This is a great question, and I see “future” as the key word here. That’s because a health plan has to be looking ahead in order to reach its full potential for being effective, successful and cost-efficient.
Predictive modeling helps self-funded employers and plan sponsors do this. A self-funded plan is not like a fully insured plan where you receive incomplete data at year’s end with limited ability to reflect on what’s happened, after it’s happened. Instead, self-funding allows for predictive modeling, which lets you dig into complete data at any time to realize what your biggest risks are for the future and how to best manage them.

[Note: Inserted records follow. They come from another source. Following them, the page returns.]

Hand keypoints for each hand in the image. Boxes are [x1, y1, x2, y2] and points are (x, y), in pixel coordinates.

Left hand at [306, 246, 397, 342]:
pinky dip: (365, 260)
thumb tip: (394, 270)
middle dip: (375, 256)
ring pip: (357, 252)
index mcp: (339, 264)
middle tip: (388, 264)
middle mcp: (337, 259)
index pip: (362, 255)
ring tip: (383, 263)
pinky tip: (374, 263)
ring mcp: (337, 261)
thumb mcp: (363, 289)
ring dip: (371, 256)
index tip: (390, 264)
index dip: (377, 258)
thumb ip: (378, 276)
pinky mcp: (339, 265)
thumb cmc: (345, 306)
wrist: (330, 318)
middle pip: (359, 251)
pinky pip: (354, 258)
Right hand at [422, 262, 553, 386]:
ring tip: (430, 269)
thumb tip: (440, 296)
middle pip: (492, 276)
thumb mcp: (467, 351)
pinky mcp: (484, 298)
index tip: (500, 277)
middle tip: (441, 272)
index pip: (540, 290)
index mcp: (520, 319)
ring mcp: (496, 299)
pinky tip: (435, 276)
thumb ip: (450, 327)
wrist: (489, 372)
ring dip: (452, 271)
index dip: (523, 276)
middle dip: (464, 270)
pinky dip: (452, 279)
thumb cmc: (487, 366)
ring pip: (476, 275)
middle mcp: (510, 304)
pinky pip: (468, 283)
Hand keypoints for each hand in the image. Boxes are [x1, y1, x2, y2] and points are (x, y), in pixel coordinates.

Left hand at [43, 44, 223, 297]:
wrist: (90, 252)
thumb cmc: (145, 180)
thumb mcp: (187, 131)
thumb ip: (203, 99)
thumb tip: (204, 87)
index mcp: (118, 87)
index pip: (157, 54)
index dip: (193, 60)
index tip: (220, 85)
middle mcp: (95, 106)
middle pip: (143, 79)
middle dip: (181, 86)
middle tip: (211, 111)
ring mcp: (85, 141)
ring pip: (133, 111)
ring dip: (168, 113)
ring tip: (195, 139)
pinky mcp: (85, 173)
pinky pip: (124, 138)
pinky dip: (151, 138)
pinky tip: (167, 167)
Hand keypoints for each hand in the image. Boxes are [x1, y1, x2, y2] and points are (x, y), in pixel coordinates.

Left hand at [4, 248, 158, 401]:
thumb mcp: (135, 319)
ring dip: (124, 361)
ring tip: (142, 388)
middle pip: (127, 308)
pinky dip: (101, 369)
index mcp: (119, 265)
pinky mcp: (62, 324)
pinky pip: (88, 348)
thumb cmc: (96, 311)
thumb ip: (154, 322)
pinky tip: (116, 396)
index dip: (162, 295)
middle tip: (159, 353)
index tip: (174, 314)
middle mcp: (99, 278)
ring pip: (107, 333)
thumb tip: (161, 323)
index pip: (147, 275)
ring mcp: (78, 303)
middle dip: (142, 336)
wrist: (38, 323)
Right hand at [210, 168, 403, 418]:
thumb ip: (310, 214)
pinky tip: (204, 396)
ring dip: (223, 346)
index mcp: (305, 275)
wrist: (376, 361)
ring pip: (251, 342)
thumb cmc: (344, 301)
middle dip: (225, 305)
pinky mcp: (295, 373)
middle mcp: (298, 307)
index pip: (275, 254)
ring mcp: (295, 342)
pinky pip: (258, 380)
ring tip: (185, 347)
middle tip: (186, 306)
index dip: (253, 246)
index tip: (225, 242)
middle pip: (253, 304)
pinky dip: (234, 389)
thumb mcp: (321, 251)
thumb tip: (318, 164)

It works by doing a comprehensive review of data received through health risk assessments, biometric screenings and health claims (all in accordance with HIPAA guidelines to avoid identifying individuals). Things like diagnostic coding, prescription usage and lab test trends are studied to see what conditions will likely cost your plan the most to treat. These findings give employers a clearer picture of where to focus – and potentially adjust – their efforts in disease management and intervention.
The intervention part is big. Why so? Employers may discover a condition becoming more prevalent among their health plan participants, and since the data is accessible to them, they can be proactive about addressing it. This could mean everything from offering employees more educational resources to providing one-on-one health coaching … strategies meant to intervene early instead of waiting too long as costs add up.
Receiving (and reacting to) health plan data after the fact doesn’t allow much ability to plan for the future. Predictive modeling does.